What is expected
Line by line, please look for the word "every" in the following records, then copy each line you find it in.
*** Opening Record set ***
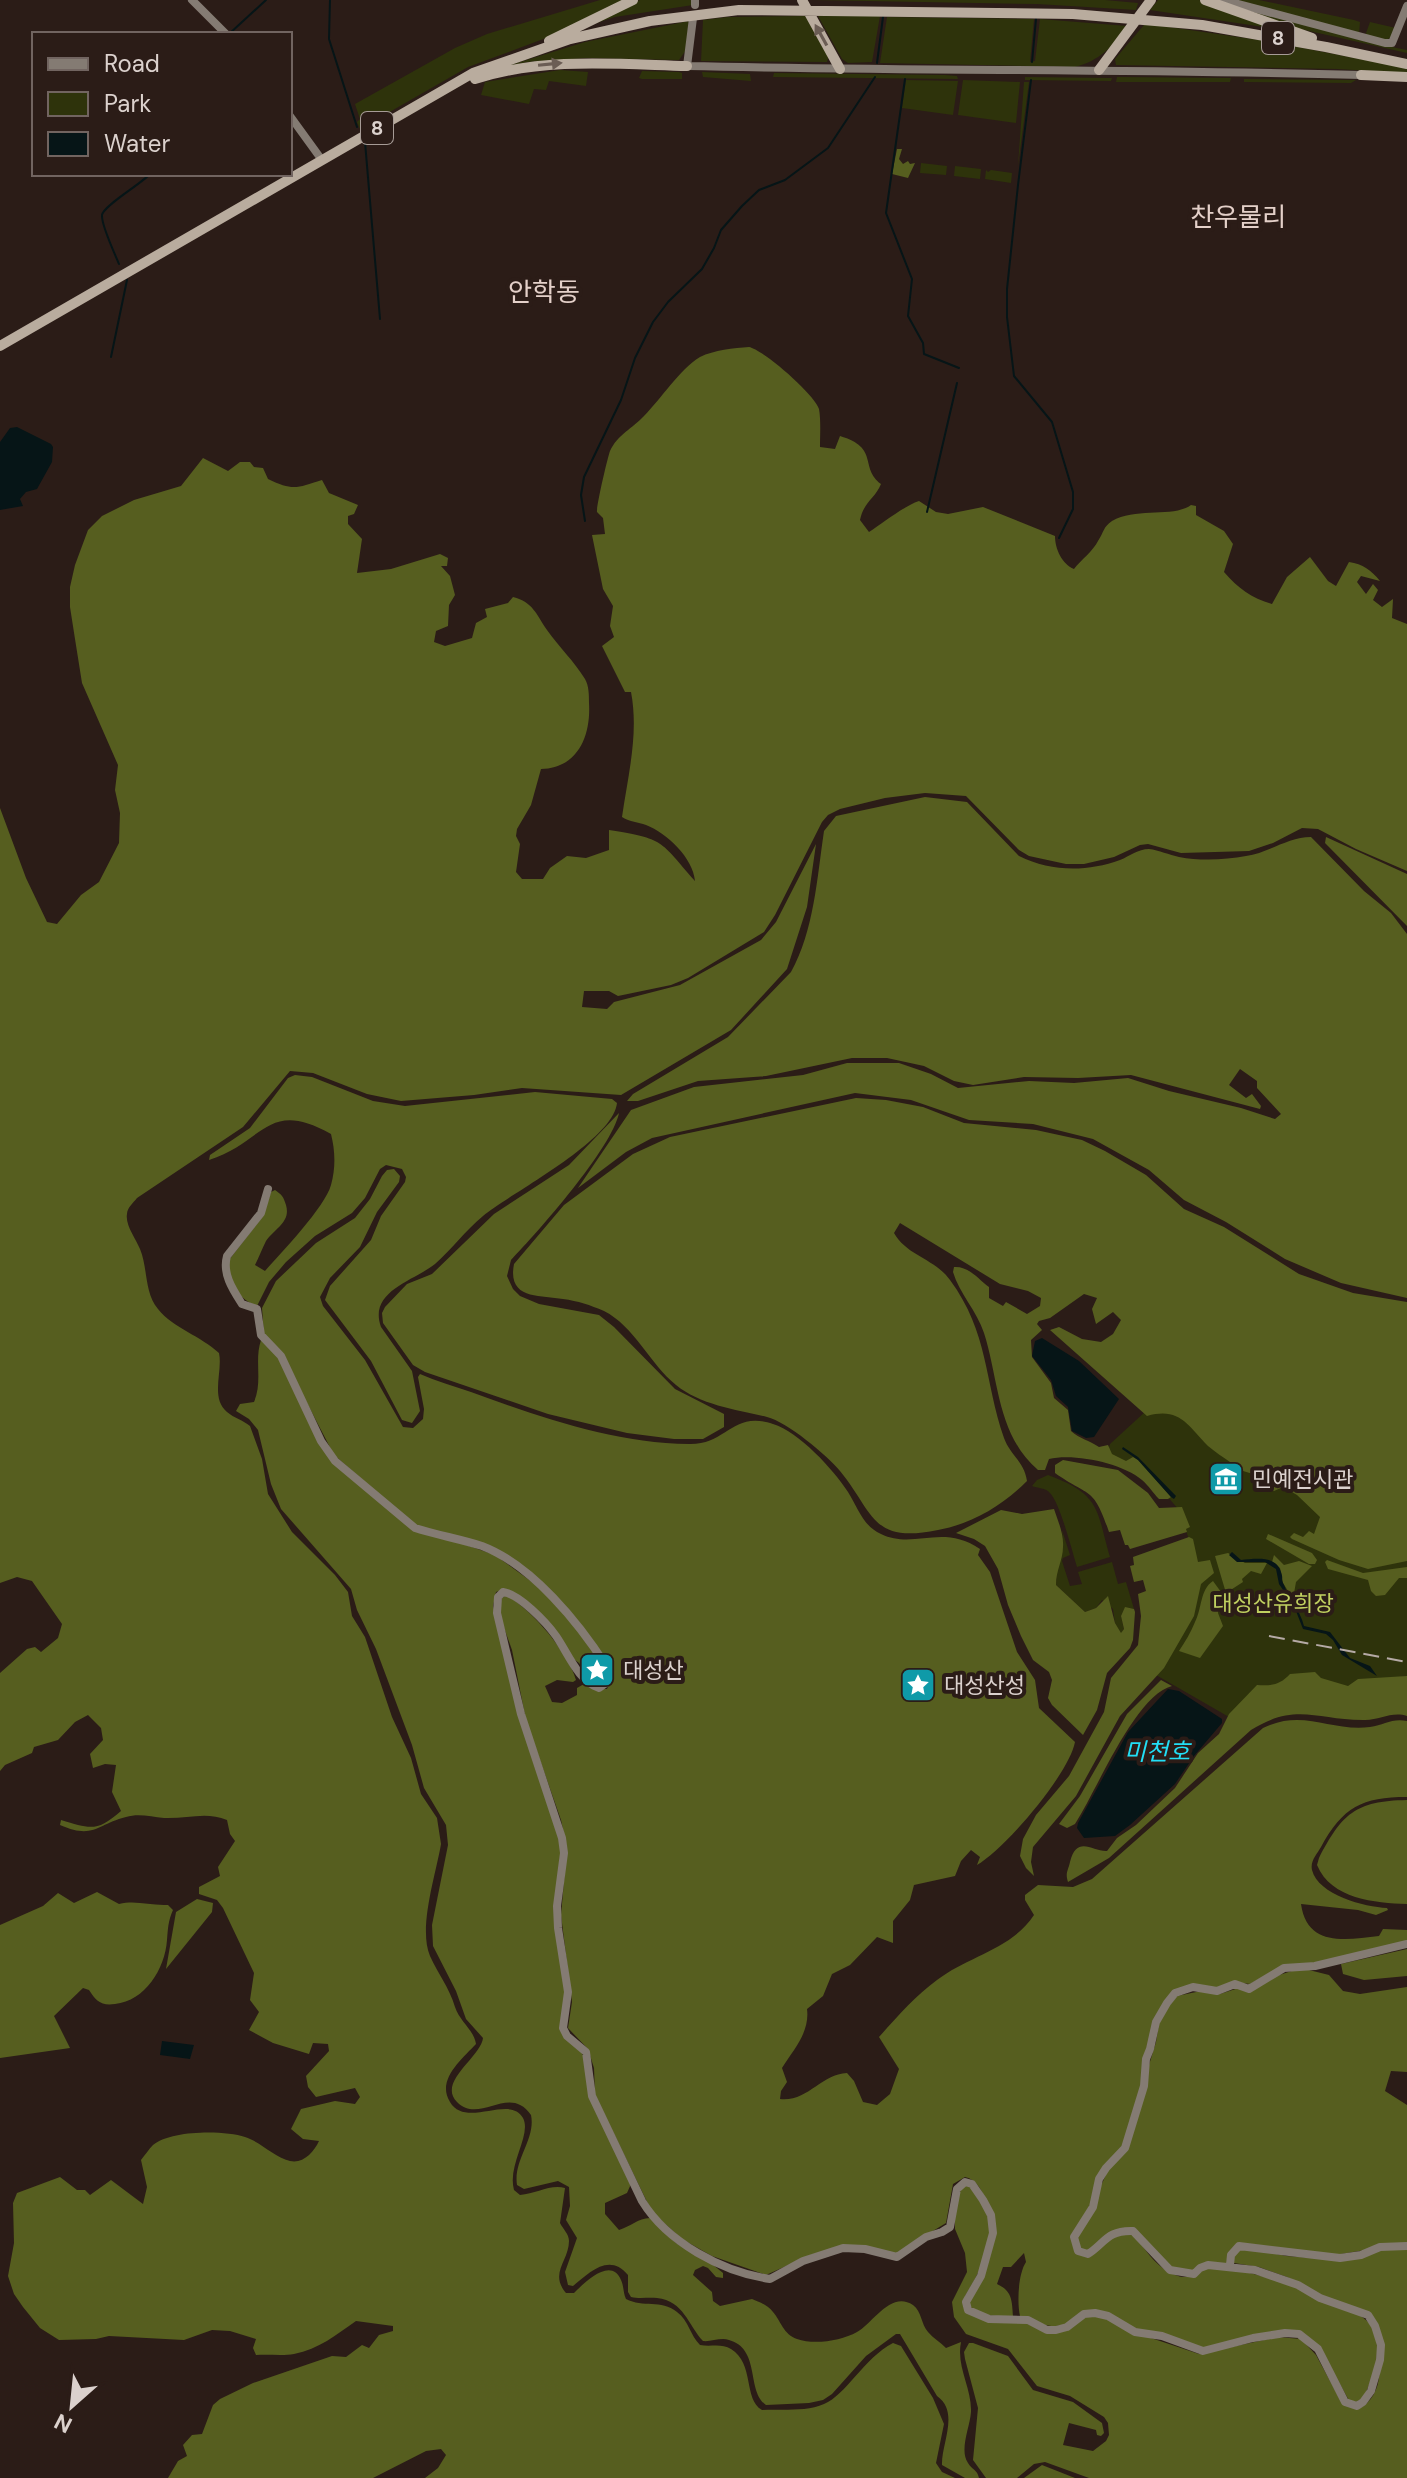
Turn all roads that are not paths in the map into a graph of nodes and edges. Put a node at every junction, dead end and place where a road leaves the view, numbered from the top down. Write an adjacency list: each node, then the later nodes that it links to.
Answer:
*** Closing Record set ***
*** Opening Record set ***
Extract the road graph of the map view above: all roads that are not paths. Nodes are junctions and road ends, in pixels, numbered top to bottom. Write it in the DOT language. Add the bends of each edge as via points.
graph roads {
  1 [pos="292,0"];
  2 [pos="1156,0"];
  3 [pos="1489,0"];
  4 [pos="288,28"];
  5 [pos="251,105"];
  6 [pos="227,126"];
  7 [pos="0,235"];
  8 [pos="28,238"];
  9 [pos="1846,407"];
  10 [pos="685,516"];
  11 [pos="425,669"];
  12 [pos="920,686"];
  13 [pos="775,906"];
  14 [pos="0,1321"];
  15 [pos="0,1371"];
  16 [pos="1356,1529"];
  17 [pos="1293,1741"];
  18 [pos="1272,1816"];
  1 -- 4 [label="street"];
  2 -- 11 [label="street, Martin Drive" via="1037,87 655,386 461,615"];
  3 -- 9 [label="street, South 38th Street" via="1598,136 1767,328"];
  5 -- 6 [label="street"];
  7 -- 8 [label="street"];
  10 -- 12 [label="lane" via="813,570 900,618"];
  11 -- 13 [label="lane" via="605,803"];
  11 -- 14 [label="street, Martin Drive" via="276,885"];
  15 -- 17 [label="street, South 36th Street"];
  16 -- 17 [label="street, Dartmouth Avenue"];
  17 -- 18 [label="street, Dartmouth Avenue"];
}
*** Closing Record set ***
*** Opening Record set ***
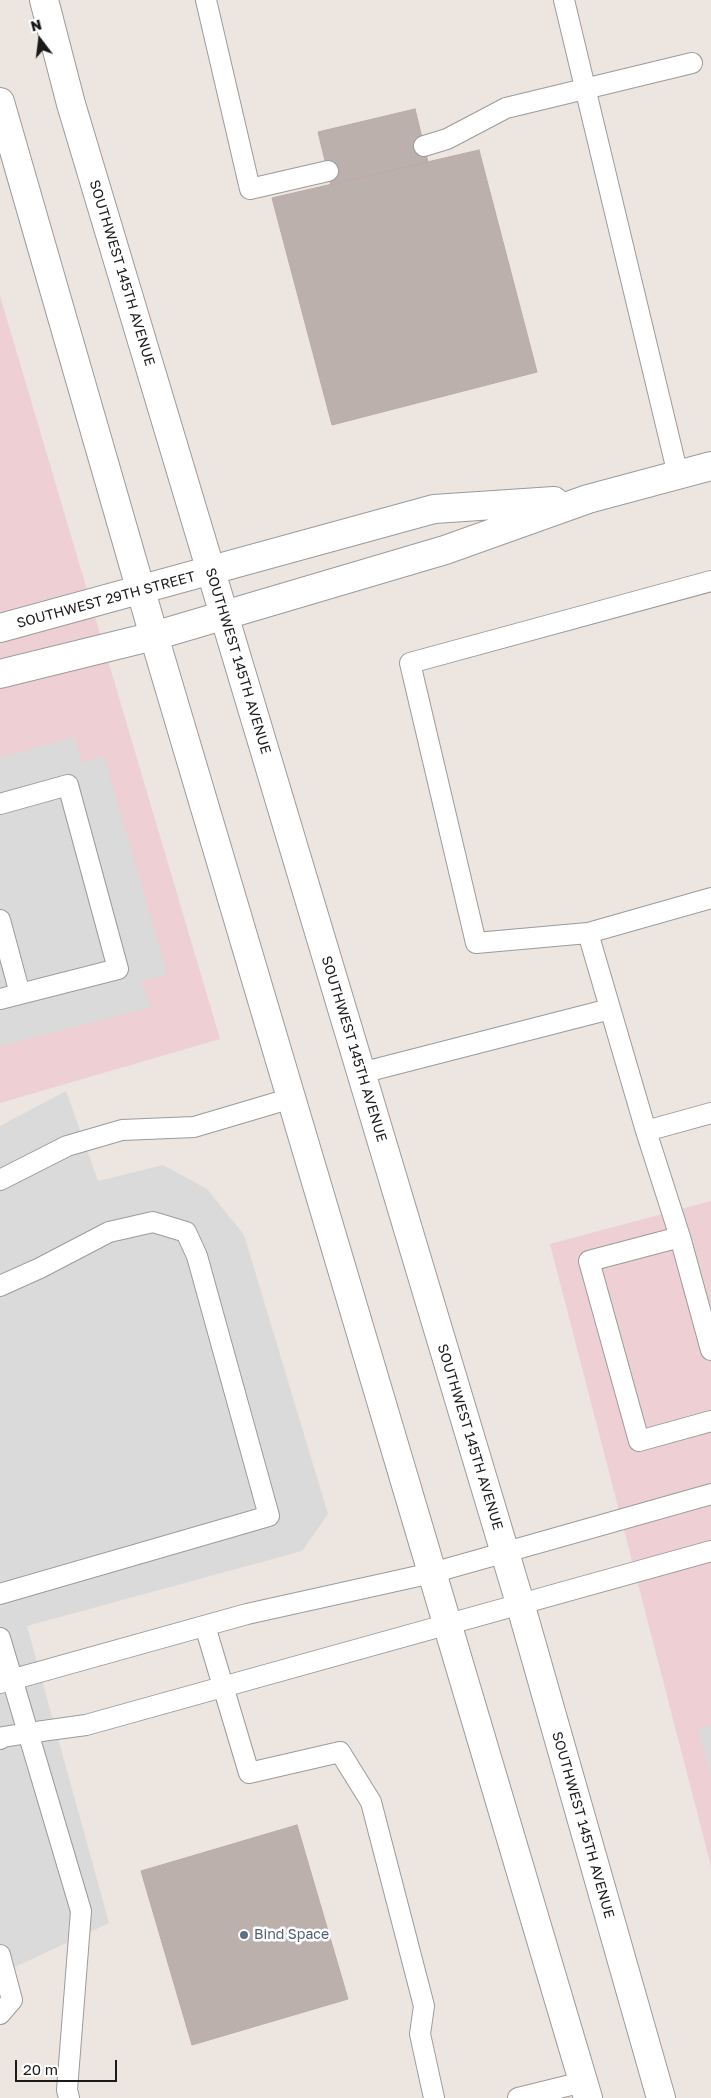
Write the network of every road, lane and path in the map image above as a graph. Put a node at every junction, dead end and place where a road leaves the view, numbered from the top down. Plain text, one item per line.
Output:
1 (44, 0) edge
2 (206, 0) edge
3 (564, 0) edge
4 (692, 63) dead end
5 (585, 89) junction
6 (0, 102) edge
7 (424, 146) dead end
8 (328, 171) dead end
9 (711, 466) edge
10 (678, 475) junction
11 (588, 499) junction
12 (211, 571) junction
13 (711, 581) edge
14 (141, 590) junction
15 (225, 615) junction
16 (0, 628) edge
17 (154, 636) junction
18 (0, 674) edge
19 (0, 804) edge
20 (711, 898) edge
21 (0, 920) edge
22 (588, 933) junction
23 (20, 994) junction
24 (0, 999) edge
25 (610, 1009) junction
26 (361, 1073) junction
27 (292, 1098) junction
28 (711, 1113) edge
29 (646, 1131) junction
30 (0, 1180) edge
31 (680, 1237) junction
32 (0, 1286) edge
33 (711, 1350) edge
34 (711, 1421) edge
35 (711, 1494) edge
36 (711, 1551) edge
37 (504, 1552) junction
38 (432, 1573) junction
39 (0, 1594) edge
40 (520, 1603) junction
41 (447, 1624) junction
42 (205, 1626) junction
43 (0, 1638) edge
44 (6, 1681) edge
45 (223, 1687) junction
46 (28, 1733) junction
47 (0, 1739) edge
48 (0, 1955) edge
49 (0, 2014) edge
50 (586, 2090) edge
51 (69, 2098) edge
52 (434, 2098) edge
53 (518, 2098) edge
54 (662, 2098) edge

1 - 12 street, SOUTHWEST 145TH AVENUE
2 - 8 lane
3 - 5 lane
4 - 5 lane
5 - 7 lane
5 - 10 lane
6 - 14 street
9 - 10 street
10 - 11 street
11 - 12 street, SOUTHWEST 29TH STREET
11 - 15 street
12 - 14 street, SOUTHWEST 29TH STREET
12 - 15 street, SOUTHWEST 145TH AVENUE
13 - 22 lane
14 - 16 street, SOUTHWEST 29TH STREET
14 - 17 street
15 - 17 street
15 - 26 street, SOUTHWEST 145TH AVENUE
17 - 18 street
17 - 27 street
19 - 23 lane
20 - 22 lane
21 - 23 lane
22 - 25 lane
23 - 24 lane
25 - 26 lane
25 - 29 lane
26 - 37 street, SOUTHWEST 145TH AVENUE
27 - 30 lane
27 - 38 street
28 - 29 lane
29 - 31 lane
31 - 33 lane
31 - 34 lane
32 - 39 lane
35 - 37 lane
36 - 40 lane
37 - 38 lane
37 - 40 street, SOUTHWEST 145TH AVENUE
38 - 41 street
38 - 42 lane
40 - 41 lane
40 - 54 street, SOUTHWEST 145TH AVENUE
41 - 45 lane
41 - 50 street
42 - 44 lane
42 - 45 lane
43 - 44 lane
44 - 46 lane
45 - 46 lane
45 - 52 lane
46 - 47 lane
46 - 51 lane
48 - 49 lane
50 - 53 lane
*** Closing Record set ***
Solution to the problem
Turn all roads that are not paths in the map into a graph of nodes and edges. Put a node at every junction, dead end and place where a road leaves the view, numbered from the top down. Write an adjacency list: each node, then the later nodes that it links to.
Write the network of every road, lane and path in the map image above as a graph. Put a node at every junction, dead end and place where a road leaves the view, numbered from the top down. Plain text, one item per line.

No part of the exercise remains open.